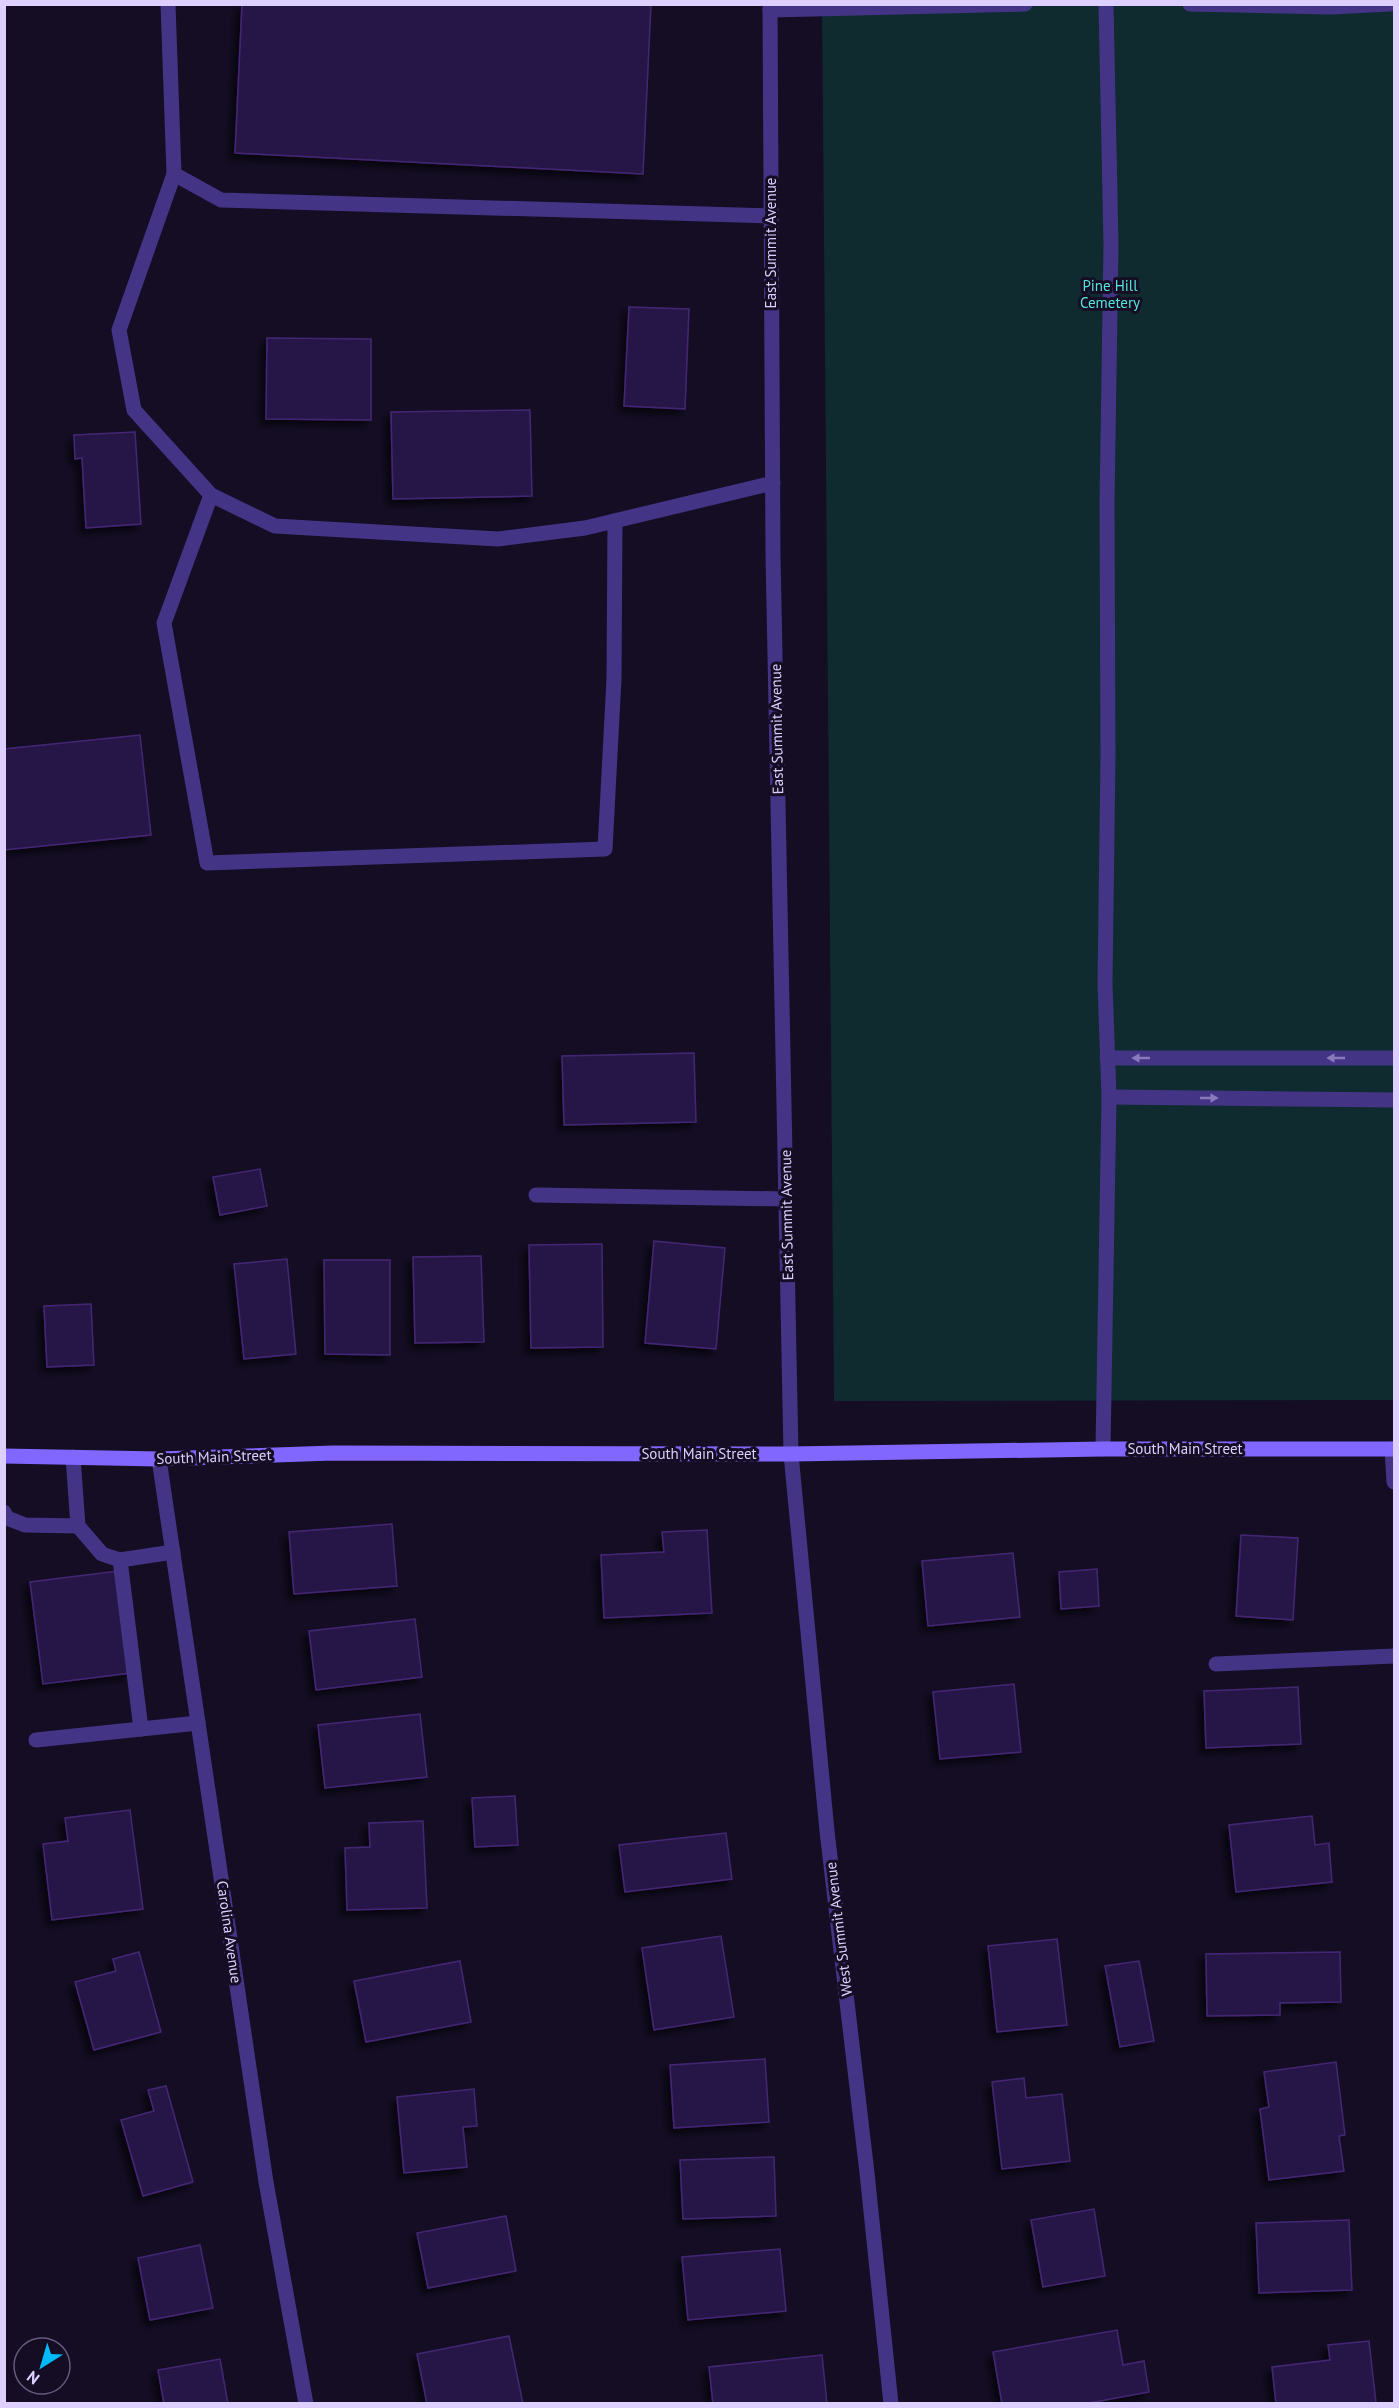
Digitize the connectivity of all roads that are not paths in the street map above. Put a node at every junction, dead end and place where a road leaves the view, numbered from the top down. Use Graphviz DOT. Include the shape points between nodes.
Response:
graph roads {
  1 [pos="168,4"];
  2 [pos="1025,4"];
  3 [pos="1106,4"];
  4 [pos="1190,4"];
  5 [pos="1390,4"];
  6 [pos="770,7"];
  7 [pos="174,174"];
  8 [pos="771,216"];
  9 [pos="773,483"];
  10 [pos="211,495"];
  11 [pos="615,521"];
  12 [pos="1107,1058"];
  13 [pos="1395,1059"];
  14 [pos="1108,1097"];
  15 [pos="1395,1100"];
  16 [pos="536,1195"];
  17 [pos="786,1199"];
  18 [pos="1103,1449"];
  19 [pos="1393,1449"];
  20 [pos="791,1454"];
  21 [pos="4,1456"];
  22 [pos="73,1457"];
  23 [pos="159,1459"];
  24 [pos="1395,1482"];
  25 [pos="4,1512"];
  26 [pos="78,1526"];
  27 [pos="173,1552"];
  28 [pos="120,1560"];
  29 [pos="1395,1656"];
  30 [pos="1216,1664"];
  31 [pos="198,1723"];
  32 [pos="141,1730"];
  33 [pos="36,1740"];
  34 [pos="306,2403"];
  35 [pos="891,2403"];
  1 -- 7 [label="street"];
  2 -- 6 [label="street"];
  3 -- 12 [label="street" via="1111,245"];
  4 -- 5 [label="street"];
  6 -- 8 [label="street, East Summit Avenue"];
  7 -- 8 [label="street" via="221,200"];
  7 -- 10 [label="street" via="119,330 134,410"];
  8 -- 9 [label="street, East Summit Avenue"];
  9 -- 11 [label="street"];
  9 -- 17 [label="street, East Summit Avenue"];
  10 -- 11 [label="street" via="275,526 498,539"];
  10 -- 11 [label="street" via="164,623 207,863 605,849 615,679"];
  13 -- 12 [label="street, one-way"];
  12 -- 14 [label="street"];
  14 -- 15 [label="street, one-way"];
  14 -- 18 [label="street"];
  16 -- 17 [label="street"];
  17 -- 20 [label="street, East Summit Avenue"];
  18 -- 19 [label="street, South Main Street"];
  18 -- 20 [label="street, South Main Street"];
  19 -- 24 [label="street"];
  20 -- 23 [label="street, South Main Street" via="333,1453"];
  20 -- 35 [label="street, West Summit Avenue" via="827,1831"];
  21 -- 22 [label="street, South Main Street"];
  22 -- 23 [label="street, South Main Street"];
  22 -- 26 [label="street"];
  23 -- 27 [label="street, Carolina Avenue"];
  25 -- 26 [label="street" via="7,1518 25,1525"];
  26 -- 28 [label="street" via="102,1554"];
  27 -- 28 [label="street"];
  27 -- 31 [label="street, Carolina Avenue"];
  28 -- 32 [label="street"];
  29 -- 30 [label="street"];
  31 -- 32 [label="street"];
  31 -- 34 [label="street, Carolina Avenue" via="266,2182"];
  32 -- 33 [label="street"];
}
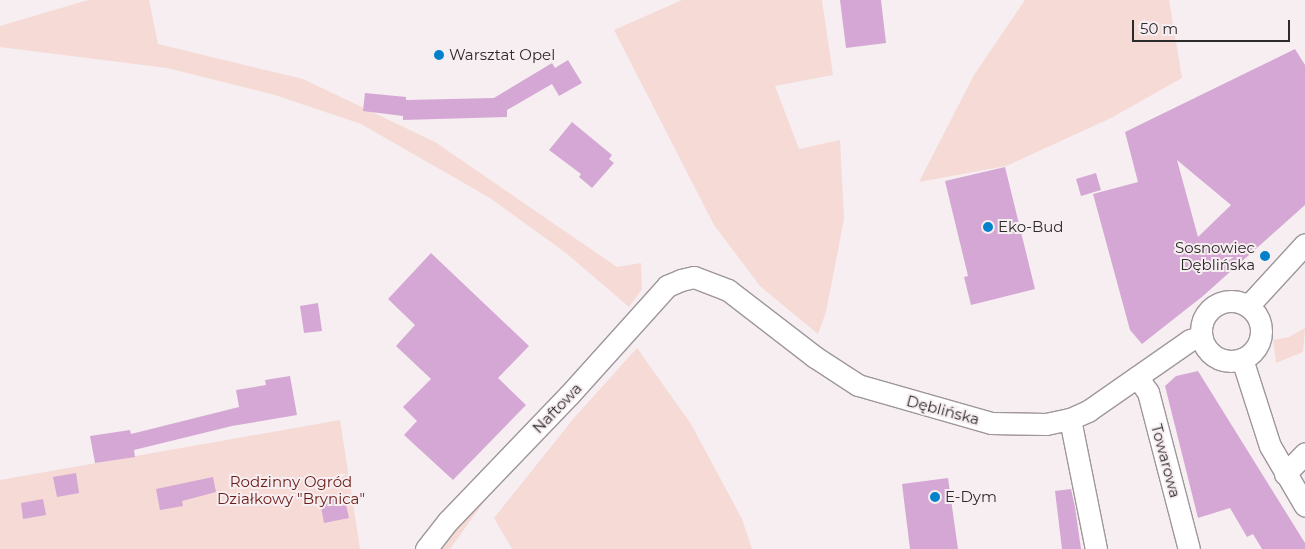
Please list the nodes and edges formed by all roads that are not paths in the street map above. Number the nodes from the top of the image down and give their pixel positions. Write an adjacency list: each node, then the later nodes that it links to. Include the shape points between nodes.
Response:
1 (1305, 244): 3 (street)
2 (694, 277): 7 (street, Dęblińska, via 728,290 858,385 991,423 1046,424); 11 (street, Naftowa, via 667,286 570,395 448,521)
3 (1248, 306): 4 (street, via 1228,301 1214,306 1202,323); 5 (street, via 1260,320 1261,332 1256,348)
4 (1202, 337): 5 (street, via 1217,357); 6 (street, Dęblińska, via 1190,340)
5 (1242, 359): 9 (street, via 1270,446)
6 (1136, 377): 7 (street, Dęblińska, via 1088,411); 13 (street, Towarowa, via 1148,392)
7 (1070, 419): 12 (street)
8 (1305, 453): 9 (street)
9 (1285, 474): 10 (street)
10 (1305, 506)
11 (426, 549)
12 (1096, 549)
13 (1189, 549)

--------------------------------------------------

▶ **WORK ORDER**
When you copy the data above, reproduce each line exactly and skip every image.

▶ **EXERCISE RESULT**
Digitize the connectivity of all roads that are not paths in the street map above. Put a node at every junction, dead end and place where a road leaves the view, numbered from the top down. Use Graphviz DOT. Include the shape points between nodes.
Response:
graph roads {
  1 [pos="168,4"];
  2 [pos="1025,4"];
  3 [pos="1106,4"];
  4 [pos="1190,4"];
  5 [pos="1390,4"];
  6 [pos="770,7"];
  7 [pos="174,174"];
  8 [pos="771,216"];
  9 [pos="773,483"];
  10 [pos="211,495"];
  11 [pos="615,521"];
  12 [pos="1107,1058"];
  13 [pos="1395,1059"];
  14 [pos="1108,1097"];
  15 [pos="1395,1100"];
  16 [pos="536,1195"];
  17 [pos="786,1199"];
  18 [pos="1103,1449"];
  19 [pos="1393,1449"];
  20 [pos="791,1454"];
  21 [pos="4,1456"];
  22 [pos="73,1457"];
  23 [pos="159,1459"];
  24 [pos="1395,1482"];
  25 [pos="4,1512"];
  26 [pos="78,1526"];
  27 [pos="173,1552"];
  28 [pos="120,1560"];
  29 [pos="1395,1656"];
  30 [pos="1216,1664"];
  31 [pos="198,1723"];
  32 [pos="141,1730"];
  33 [pos="36,1740"];
  34 [pos="306,2403"];
  35 [pos="891,2403"];
  1 -- 7 [label="street"];
  2 -- 6 [label="street"];
  3 -- 12 [label="street" via="1111,245"];
  4 -- 5 [label="street"];
  6 -- 8 [label="street, East Summit Avenue"];
  7 -- 8 [label="street" via="221,200"];
  7 -- 10 [label="street" via="119,330 134,410"];
  8 -- 9 [label="street, East Summit Avenue"];
  9 -- 11 [label="street"];
  9 -- 17 [label="street, East Summit Avenue"];
  10 -- 11 [label="street" via="275,526 498,539"];
  10 -- 11 [label="street" via="164,623 207,863 605,849 615,679"];
  13 -- 12 [label="street, one-way"];
  12 -- 14 [label="street"];
  14 -- 15 [label="street, one-way"];
  14 -- 18 [label="street"];
  16 -- 17 [label="street"];
  17 -- 20 [label="street, East Summit Avenue"];
  18 -- 19 [label="street, South Main Street"];
  18 -- 20 [label="street, South Main Street"];
  19 -- 24 [label="street"];
  20 -- 23 [label="street, South Main Street" via="333,1453"];
  20 -- 35 [label="street, West Summit Avenue" via="827,1831"];
  21 -- 22 [label="street, South Main Street"];
  22 -- 23 [label="street, South Main Street"];
  22 -- 26 [label="street"];
  23 -- 27 [label="street, Carolina Avenue"];
  25 -- 26 [label="street" via="7,1518 25,1525"];
  26 -- 28 [label="street" via="102,1554"];
  27 -- 28 [label="street"];
  27 -- 31 [label="street, Carolina Avenue"];
  28 -- 32 [label="street"];
  29 -- 30 [label="street"];
  31 -- 32 [label="street"];
  31 -- 34 [label="street, Carolina Avenue" via="266,2182"];
  32 -- 33 [label="street"];
}
Please list the nodes and edges formed by all roads that are not paths in the street map above. Number the nodes from the top of the image down and give their pixel positions. Write an adjacency list: each node, then the later nodes that it links to. Include the shape points between nodes.
Response:
1 (1305, 244): 3 (street)
2 (694, 277): 7 (street, Dęblińska, via 728,290 858,385 991,423 1046,424); 11 (street, Naftowa, via 667,286 570,395 448,521)
3 (1248, 306): 4 (street, via 1228,301 1214,306 1202,323); 5 (street, via 1260,320 1261,332 1256,348)
4 (1202, 337): 5 (street, via 1217,357); 6 (street, Dęblińska, via 1190,340)
5 (1242, 359): 9 (street, via 1270,446)
6 (1136, 377): 7 (street, Dęblińska, via 1088,411); 13 (street, Towarowa, via 1148,392)
7 (1070, 419): 12 (street)
8 (1305, 453): 9 (street)
9 (1285, 474): 10 (street)
10 (1305, 506)
11 (426, 549)
12 (1096, 549)
13 (1189, 549)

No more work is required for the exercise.